__PROMPT__. The answer should hold only the lines from the one containing "pinky mcp: (249, 327)" through the one containing "index pip: (238, 128)" in the entries below, copied exactly, without pictures.
(Beginning of DATA TO USE)
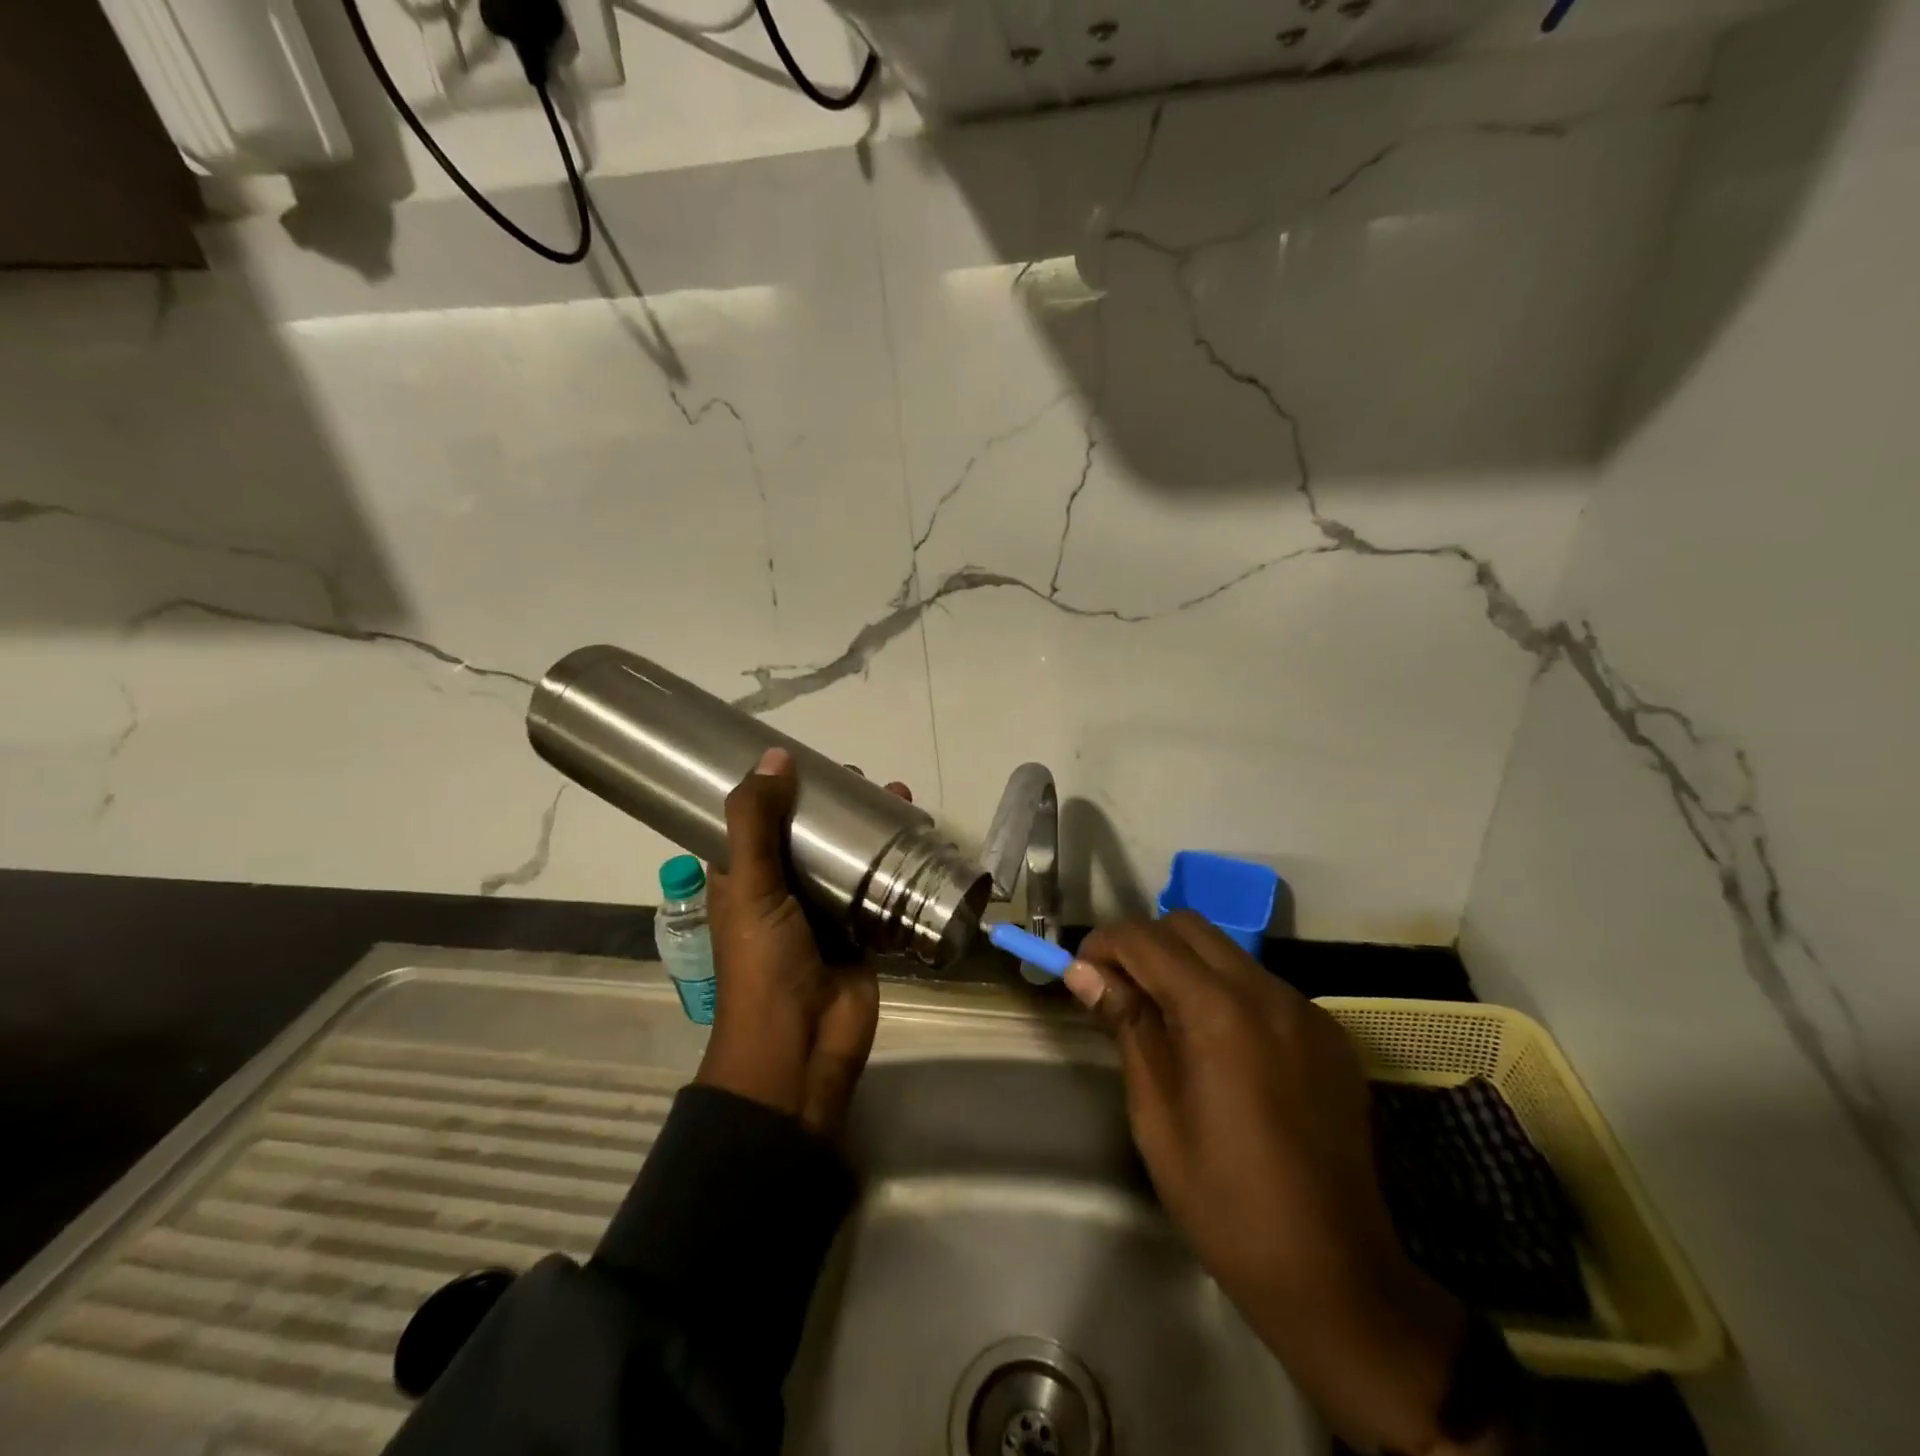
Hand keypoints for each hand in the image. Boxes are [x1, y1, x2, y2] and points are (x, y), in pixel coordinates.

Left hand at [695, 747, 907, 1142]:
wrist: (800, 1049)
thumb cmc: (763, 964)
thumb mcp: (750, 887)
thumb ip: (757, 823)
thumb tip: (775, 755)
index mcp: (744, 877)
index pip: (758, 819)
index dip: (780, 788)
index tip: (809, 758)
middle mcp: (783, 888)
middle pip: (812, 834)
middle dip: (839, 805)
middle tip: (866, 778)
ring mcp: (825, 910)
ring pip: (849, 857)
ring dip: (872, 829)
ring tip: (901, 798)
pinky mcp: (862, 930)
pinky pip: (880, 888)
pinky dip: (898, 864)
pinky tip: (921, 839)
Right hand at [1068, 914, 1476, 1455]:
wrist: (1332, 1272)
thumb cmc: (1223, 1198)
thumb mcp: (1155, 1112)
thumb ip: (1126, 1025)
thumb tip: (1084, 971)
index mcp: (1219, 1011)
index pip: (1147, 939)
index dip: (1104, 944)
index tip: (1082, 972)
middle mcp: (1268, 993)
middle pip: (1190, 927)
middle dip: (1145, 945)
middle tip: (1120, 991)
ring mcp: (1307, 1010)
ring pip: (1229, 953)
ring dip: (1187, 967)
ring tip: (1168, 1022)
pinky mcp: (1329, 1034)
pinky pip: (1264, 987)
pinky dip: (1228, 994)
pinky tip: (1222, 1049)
(End of DATA TO USE)
(Beginning of DATA TO USE)
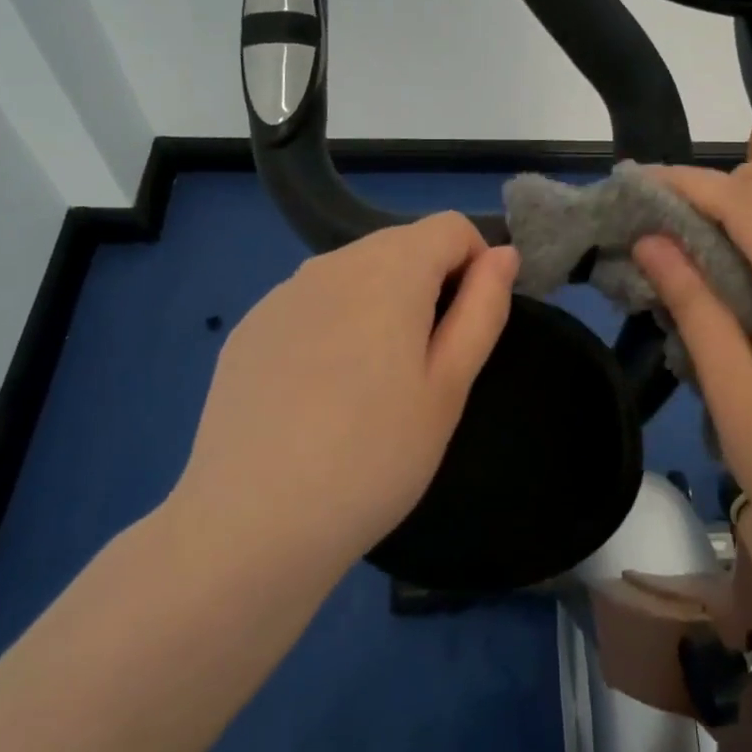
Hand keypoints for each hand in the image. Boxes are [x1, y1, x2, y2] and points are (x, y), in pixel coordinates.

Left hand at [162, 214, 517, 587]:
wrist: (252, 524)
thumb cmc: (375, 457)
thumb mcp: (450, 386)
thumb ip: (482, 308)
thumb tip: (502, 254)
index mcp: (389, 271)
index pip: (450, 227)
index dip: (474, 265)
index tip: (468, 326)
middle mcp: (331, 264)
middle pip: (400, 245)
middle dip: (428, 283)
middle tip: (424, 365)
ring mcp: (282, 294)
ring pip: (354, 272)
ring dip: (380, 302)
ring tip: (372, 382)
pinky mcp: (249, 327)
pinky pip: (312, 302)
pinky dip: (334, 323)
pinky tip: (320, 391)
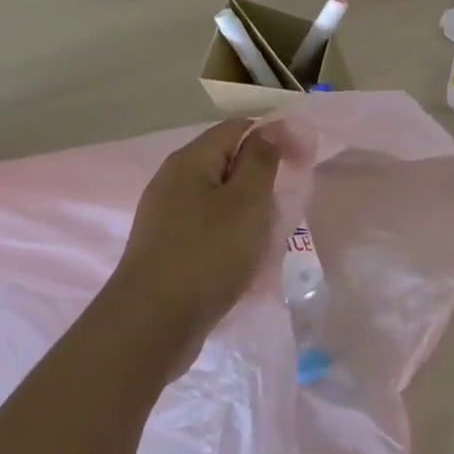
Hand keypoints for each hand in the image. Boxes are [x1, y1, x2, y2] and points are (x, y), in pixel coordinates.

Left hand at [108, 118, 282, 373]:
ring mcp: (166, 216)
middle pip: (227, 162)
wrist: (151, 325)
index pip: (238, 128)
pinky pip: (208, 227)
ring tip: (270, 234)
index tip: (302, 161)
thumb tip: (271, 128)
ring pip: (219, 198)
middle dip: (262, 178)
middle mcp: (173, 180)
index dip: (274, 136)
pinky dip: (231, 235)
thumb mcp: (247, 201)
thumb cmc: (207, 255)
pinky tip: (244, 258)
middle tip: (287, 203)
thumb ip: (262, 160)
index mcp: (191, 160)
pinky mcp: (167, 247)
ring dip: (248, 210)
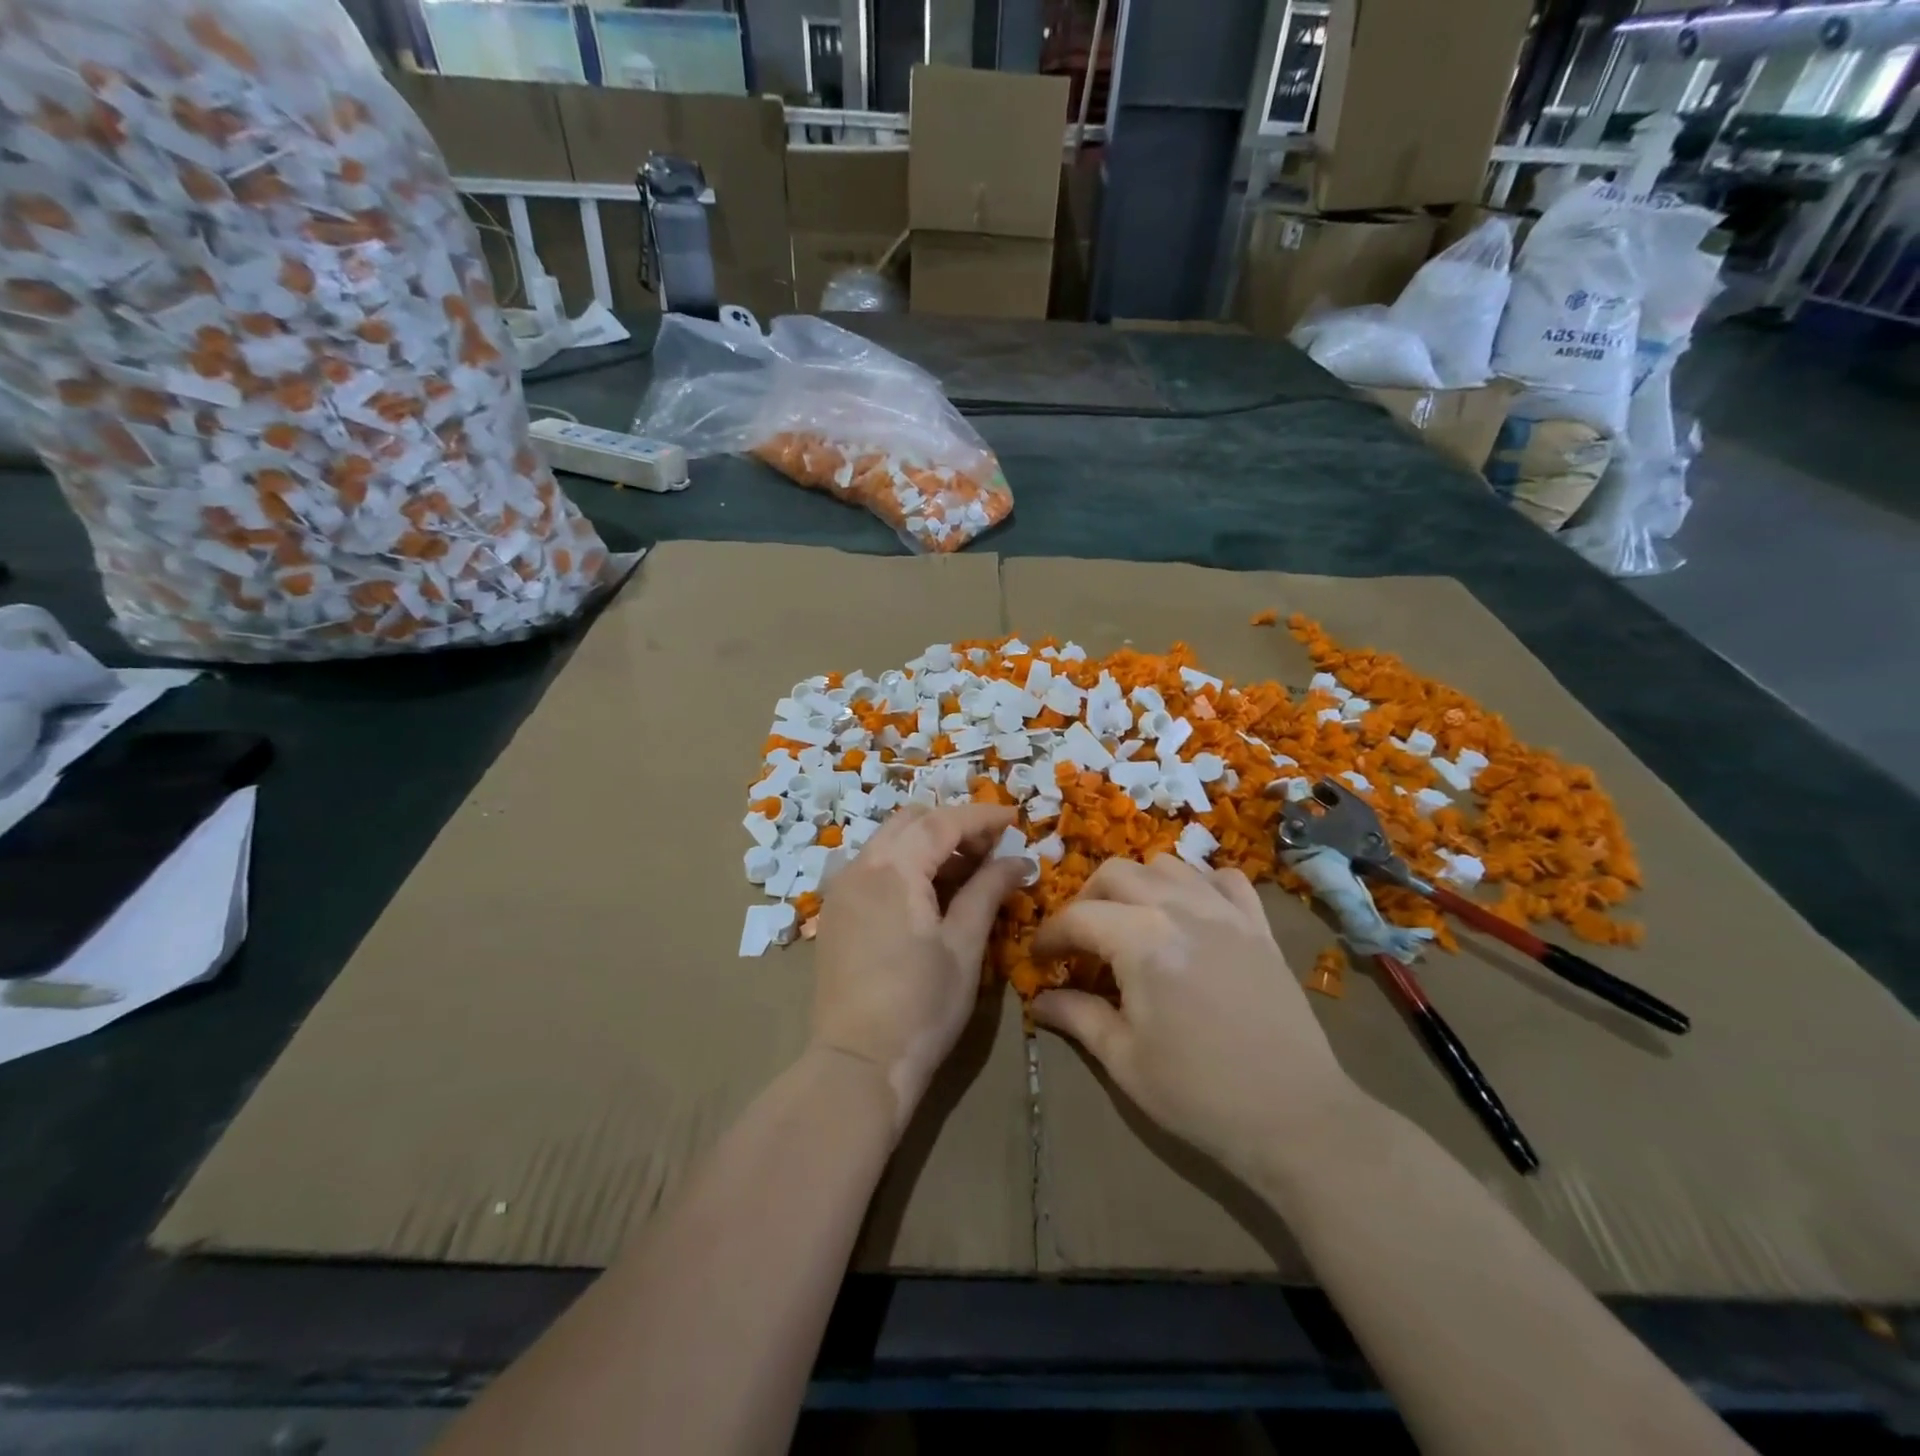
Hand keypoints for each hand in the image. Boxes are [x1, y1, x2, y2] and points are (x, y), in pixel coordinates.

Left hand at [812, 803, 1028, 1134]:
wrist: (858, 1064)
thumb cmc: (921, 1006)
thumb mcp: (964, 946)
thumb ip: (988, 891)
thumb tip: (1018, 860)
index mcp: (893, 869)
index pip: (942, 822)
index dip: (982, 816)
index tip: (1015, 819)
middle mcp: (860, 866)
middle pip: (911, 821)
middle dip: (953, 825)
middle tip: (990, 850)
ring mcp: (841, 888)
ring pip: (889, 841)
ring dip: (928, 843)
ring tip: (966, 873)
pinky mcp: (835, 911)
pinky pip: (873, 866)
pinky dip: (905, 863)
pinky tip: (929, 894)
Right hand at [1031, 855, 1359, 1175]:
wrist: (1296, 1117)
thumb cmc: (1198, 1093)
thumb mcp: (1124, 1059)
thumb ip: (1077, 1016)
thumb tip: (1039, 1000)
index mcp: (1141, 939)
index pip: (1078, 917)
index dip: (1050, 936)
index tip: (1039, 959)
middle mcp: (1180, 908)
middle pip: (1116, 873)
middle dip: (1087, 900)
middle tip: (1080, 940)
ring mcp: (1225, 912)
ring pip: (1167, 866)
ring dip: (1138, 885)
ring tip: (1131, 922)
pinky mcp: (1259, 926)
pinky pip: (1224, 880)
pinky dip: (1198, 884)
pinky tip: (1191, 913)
(End of DATA TO USE)
__EXPECTED OUTPUT__.
pinky mcp: (249, 327)
pinky pip: (312, 302)
pinky dip: (334, 323)
pinky tip: (320, 391)
Hand keypoints for each hand in the image. Boxes are [x1, y1, x2, y2] and points are (x, y), in pixel coordinates.

Left hand at [108, 118, 282, 373]:
ring mcp: (166, 216)
middle pip: (227, 162)
wrist: (151, 325)
index pip: (238, 128)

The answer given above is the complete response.